> Task goal: Retyping the records exactly is the whole task.
---------- Task input
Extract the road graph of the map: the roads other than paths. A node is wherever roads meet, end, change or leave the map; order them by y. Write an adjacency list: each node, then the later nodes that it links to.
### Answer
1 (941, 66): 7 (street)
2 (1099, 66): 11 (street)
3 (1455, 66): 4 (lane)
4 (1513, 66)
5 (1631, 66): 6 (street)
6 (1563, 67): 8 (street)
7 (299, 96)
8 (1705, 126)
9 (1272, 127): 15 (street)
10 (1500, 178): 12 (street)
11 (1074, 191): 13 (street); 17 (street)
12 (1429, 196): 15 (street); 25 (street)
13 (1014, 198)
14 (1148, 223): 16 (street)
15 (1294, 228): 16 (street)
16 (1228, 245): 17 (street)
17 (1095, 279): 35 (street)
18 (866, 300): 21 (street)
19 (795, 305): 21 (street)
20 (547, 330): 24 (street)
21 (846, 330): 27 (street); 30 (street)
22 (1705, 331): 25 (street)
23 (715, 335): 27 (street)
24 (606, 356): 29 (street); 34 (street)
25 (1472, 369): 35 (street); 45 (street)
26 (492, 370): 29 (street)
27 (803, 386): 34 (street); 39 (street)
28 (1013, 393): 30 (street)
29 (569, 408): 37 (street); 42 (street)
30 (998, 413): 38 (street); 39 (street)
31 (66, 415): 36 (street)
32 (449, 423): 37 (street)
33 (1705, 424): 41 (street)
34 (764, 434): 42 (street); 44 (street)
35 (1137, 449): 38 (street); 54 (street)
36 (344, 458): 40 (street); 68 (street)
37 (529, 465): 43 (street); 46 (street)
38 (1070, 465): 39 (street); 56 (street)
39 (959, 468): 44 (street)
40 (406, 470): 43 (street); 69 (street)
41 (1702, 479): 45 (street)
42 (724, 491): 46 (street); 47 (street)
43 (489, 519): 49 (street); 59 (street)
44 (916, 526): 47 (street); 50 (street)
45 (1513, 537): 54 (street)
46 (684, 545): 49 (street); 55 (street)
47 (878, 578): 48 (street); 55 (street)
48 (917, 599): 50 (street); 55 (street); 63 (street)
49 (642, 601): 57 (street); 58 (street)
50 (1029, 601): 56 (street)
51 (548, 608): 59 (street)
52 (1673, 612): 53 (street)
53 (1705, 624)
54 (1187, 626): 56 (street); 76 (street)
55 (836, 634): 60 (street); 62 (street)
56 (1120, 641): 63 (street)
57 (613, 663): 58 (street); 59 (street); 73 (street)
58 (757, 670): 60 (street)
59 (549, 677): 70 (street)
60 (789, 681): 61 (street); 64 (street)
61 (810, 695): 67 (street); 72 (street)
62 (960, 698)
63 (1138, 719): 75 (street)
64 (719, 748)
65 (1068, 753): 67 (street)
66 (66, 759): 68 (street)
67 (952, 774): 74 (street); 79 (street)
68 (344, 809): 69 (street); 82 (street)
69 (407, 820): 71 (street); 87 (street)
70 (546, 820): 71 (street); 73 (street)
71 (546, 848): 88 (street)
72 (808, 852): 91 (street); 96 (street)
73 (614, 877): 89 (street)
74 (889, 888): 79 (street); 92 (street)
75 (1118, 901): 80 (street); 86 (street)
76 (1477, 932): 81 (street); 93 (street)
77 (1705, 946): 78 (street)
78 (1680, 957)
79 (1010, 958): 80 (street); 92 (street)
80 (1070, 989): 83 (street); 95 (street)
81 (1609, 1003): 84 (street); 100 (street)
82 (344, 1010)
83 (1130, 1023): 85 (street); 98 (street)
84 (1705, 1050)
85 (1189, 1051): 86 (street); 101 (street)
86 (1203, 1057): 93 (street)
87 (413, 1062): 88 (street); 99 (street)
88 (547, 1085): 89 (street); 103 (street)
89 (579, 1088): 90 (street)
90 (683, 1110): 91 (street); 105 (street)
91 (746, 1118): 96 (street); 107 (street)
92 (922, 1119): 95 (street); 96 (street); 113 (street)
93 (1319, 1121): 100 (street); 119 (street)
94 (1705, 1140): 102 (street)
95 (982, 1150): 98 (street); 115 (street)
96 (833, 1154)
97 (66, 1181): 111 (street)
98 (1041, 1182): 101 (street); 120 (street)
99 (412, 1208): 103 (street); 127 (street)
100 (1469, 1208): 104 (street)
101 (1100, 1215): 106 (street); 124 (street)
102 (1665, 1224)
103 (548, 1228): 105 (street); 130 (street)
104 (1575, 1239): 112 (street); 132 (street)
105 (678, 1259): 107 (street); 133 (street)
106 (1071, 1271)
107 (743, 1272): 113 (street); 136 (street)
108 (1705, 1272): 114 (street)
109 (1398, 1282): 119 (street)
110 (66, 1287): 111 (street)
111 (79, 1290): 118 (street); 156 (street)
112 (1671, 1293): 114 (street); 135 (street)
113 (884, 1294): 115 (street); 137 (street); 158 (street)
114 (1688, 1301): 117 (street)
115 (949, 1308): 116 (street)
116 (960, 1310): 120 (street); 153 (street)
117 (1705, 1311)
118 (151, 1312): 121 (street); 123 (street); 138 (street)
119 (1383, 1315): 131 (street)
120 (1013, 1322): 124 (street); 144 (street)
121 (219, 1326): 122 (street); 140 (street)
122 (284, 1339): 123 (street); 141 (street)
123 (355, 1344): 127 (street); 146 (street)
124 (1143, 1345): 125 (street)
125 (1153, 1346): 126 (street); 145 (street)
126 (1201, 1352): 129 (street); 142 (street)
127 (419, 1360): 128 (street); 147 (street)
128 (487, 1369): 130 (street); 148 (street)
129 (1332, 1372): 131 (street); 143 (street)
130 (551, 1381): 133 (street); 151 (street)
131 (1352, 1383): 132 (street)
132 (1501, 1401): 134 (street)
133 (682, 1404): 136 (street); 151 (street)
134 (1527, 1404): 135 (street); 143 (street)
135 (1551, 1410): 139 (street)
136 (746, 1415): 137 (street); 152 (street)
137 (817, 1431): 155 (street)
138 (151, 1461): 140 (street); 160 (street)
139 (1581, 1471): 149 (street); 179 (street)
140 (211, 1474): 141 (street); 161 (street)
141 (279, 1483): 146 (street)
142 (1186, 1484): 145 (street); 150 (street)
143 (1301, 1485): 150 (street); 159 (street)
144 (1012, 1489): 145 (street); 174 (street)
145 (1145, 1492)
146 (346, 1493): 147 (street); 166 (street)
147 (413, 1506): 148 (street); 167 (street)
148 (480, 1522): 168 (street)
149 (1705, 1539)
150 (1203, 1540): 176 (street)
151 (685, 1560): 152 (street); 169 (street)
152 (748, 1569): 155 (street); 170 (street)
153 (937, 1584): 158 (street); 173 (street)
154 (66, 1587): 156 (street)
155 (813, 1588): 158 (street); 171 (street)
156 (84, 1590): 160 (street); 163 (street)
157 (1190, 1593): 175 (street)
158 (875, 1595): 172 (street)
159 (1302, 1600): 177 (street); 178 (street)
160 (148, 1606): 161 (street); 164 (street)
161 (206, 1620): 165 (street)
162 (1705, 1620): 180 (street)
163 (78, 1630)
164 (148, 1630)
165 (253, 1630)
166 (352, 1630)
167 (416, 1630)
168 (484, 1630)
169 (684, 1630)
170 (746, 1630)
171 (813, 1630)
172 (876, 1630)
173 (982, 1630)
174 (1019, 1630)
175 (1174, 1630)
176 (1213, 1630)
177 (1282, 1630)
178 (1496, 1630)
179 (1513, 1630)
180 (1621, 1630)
--------------------
> Exercise response:
Extract the road graph of the map: the roads other than paths. A node is wherever roads meet, end, change or leave the map; order them by y. Write an adjacency list: each node, then the later nodes that it links to.
### Answer
1 (941, 66): 7 (street)
2 (1099, 66): 11 (street)
3 (1455, 66): 4 (lane)
4 (1513, 66)
5 (1631, 66): 6 (street)
6 (1563, 67): 8 (street)
7 (299, 96)
8 (1705, 126)
9 (1272, 127): 15 (street)
10 (1500, 178): 12 (street)
11 (1074, 191): 13 (street); 17 (street)
12 (1429, 196): 15 (street); 25 (street)
13 (1014, 198)
14 (1148, 223): 16 (street)
15 (1294, 228): 16 (street)
16 (1228, 245): 17 (street)
17 (1095, 279): 35 (street)
18 (866, 300): 21 (street)
19 (795, 305): 21 (street)
20 (547, 330): 24 (street)
21 (846, 330): 27 (street); 30 (street)
22 (1705, 331): 25 (street)
23 (715, 335): 27 (street)
24 (606, 356): 29 (street); 34 (street)
25 (1472, 369): 35 (street); 45 (street)
26 (492, 370): 29 (street)
27 (803, 386): 34 (street); 39 (street)
28 (1013, 393): 30 (street)
29 (569, 408): 37 (street); 42 (street)
30 (998, 413): 38 (street); 39 (street)
31 (66, 415): 36 (street)
32 (449, 423): 37 (street)
33 (1705, 424): 41 (street)
34 (764, 434): 42 (street); 44 (street)
35 (1137, 449): 38 (street); 54 (street)
36 (344, 458): 40 (street); 68 (street)
37 (529, 465): 43 (street); 46 (street)
38 (1070, 465): 39 (street); 56 (street)
39 (959, 468): 44 (street)
40 (406, 470): 43 (street); 69 (street)
41 (1702, 479): 45 (street)
42 (724, 491): 46 (street); 47 (street)
43 (489, 519): 49 (street); 59 (street)
44 (916, 526): 47 (street); 50 (street)
45 (1513, 537): 54 (street)
46 (684, 545): 49 (street); 55 (street)
47 (878, 578): 48 (street); 55 (street)
48 (917, 599): 50 (street); 55 (street); 63 (street)
49 (642, 601): 57 (street); 58 (street)
50 (1029, 601): 56 (street)
51 (548, 608): 59 (street)
52 (1673, 612): 53 (street)
53 (1705, 624)
54 (1187, 626): 56 (street); 76 (street)
55 (836, 634): 60 (street); 62 (street)
56 (1120, 641): 63 (street)
57 (613, 663): 58 (street); 59 (street); 73 (street)
58 (757, 670): 60 (street)
59 (549, 677): 70 (street)
60 (789, 681): 61 (street); 64 (street)
61 (810, 695): 67 (street); 72 (street)
62 (960, 698)
63 (1138, 719): 75 (street)
64 (719, 748)
65 (1068, 753): 67 (street)
66 (66, 759): 68 (street)
67 (952, 774): 74 (street); 79 (street)
68 (344, 809): 69 (street); 82 (street)
69 (407, 820): 71 (street); 87 (street)
70 (546, 820): 71 (street); 73 (street)
71 (546, 848): 88 (street)
72 (808, 852): 91 (street); 96 (street)
73 (614, 877): 89 (street)
74 (889, 888): 79 (street); 92 (street)
75 (1118, 901): 80 (street); 86 (street)
76 (1477, 932): 81 (street); 93 (street)
77 (1705, 946): 78 (street)
78 (1680, 957)
79 (1010, 958): 80 (street); 92 (street)
80 (1070, 989): 83 (street); 95 (street)
81 (1609, 1003): 84 (street); 100 (street)
82 (344, 1010)
83 (1130, 1023): 85 (street); 98 (street)
84 (1705, 1050)
85 (1189, 1051): 86 (street); 101 (street)
86 (1203, 1057): 93 (street)
87 (413, 1062): 88 (street); 99 (street)
88 (547, 1085): 89 (street); 103 (street)
89 (579, 1088): 90 (street)
90 (683, 1110): 91 (street); 105 (street)
91 (746, 1118): 96 (street); 107 (street)
92 (922, 1119): 95 (street); 96 (street); 113 (street)
93 (1319, 1121): 100 (street); 119 (street)
94 (1705, 1140): 102 (street)
95 (982, 1150): 98 (street); 115 (street)
96 (833, 1154)
97 (66, 1181): 111 (street)
98 (1041, 1182): 101 (street); 120 (street)
99 (412, 1208): 103 (street); 127 (street)
100 (1469, 1208): 104 (street)
101 (1100, 1215): 106 (street); 124 (street)
102 (1665, 1224)
103 (548, 1228): 105 (street); 130 (street)
104 (1575, 1239): 112 (street); 132 (street)
105 (678, 1259): 107 (street); 133 (street)
106 (1071, 1271)
107 (743, 1272): 113 (street); 136 (street)
108 (1705, 1272): 114 (street)
109 (1398, 1282): 119 (street)
110 (66, 1287): 111 (street)
111 (79, 1290): 118 (street); 156 (street)
112 (1671, 1293): 114 (street); 135 (street)
113 (884, 1294): 115 (street); 137 (street); 158 (street)
114 (1688, 1301): 117 (street)
115 (949, 1308): 116 (street)
116 (960, 1310): 120 (street); 153 (street)
117 (1705, 1311)
118 (151, 1312): 121 (street); 123 (street); 138 (street)
119 (1383, 1315): 131 (street)
120 (1013, 1322): 124 (street); 144 (street)
121 (219, 1326): 122 (street); 140 (street)
122 (284, 1339): 123 (street); 141 (street)
123 (355, 1344): 127 (street); 146 (street)
124 (1143, 1345): 125 (street)
125 (1153, 1346): 126 (street); 145 (street)
126 (1201, 1352): 129 (street); 142 (street)
127 (419, 1360): 128 (street); 147 (street)
128 (487, 1369): 130 (street); 148 (street)
129 (1332, 1372): 131 (street); 143 (street)
130 (551, 1381): 133 (street); 151 (street)
131 (1352, 1383): 132 (street)
132 (1501, 1401): 134 (street)
133 (682, 1404): 136 (street); 151 (street)
134 (1527, 1404): 135 (street); 143 (street)
135 (1551, 1410): 139 (street)
136 (746, 1415): 137 (street); 152 (street)
137 (817, 1431): 155 (street)
138 (151, 1461): 140 (street); 160 (street)
139 (1581, 1471): 149 (street); 179 (street)
140 (211, 1474): 141 (street); 161 (street)
141 (279, 1483): 146 (street)
142 (1186, 1484): 145 (street); 150 (street)
143 (1301, 1485): 150 (street); 159 (street)
144 (1012, 1489): 145 (street); 174 (street)
145 (1145, 1492)
146 (346, 1493): 147 (street); 166 (street)
147 (413, 1506): 148 (street); 167 (street)
148 (480, 1522): 168 (street)
149 (1705, 1539)
150 (1203, 1540): 176 (street)
151 (685, 1560): 152 (street); 169 (street)
152 (748, 1569): 155 (street); 170 (street)
153 (937, 1584): 158 (street); 173 (street)
154 (66, 1587): 156 (street)
155 (813, 1588): 158 (street); 171 (street)
156 (84, 1590): 160 (street); 163 (street)
157 (1190, 1593): 175 (street)
158 (875, 1595): 172 (street)
159 (1302, 1600): 177 (street); 178 (street)
160 (148, 1606): 161 (street); 164 (street)
161 (206, 1620): 165 (street)
162 (1705, 1620): 180 (street)
163 (78, 1630)
164 (148, 1630)
165 (253, 1630)
166 (352, 1630)
167 (416, 1630)
168 (484, 1630)
169 (684, 1630)
170 (746, 1630)
171 (813, 1630)
172 (876, 1630)
173 (982, 1630)
174 (1019, 1630)
175 (1174, 1630)
176 (1213, 1630)
177 (1282, 1630)
178 (1496, 1630)
179 (1513, 1630)
180 (1621, 1630)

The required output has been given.